What number of lines in the records below hold the word "they"? Give that number alone.
══ The records
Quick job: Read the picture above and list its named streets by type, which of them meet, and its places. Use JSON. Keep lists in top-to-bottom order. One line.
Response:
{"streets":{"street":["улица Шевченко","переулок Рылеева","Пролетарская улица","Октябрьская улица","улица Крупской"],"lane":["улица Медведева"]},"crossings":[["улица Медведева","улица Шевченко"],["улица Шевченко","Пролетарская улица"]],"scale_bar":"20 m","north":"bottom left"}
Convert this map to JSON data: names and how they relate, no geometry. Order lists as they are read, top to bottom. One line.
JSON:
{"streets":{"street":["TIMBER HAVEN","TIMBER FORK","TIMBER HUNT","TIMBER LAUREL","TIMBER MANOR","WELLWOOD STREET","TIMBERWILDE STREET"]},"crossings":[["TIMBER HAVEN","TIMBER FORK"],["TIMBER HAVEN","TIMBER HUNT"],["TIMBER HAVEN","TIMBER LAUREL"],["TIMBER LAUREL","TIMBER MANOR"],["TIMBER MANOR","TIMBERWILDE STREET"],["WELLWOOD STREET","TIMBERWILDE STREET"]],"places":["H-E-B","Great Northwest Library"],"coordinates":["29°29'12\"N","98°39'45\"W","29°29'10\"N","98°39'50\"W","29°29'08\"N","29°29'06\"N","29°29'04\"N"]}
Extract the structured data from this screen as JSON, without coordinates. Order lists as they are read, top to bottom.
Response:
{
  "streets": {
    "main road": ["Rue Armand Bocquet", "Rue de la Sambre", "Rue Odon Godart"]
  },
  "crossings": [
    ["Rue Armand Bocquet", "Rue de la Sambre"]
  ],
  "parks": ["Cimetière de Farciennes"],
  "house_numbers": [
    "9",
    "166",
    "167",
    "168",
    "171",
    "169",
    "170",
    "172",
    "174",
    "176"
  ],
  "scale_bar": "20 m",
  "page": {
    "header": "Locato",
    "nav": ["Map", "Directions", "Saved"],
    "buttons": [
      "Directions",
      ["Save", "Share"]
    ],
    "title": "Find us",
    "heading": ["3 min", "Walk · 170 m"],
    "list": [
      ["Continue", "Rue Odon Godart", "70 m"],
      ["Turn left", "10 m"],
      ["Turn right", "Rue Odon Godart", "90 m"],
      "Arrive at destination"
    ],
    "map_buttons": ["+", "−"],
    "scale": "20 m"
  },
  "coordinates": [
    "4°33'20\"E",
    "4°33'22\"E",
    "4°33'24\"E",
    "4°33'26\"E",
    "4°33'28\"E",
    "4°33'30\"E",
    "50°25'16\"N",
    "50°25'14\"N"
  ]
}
════
- Written reply:
2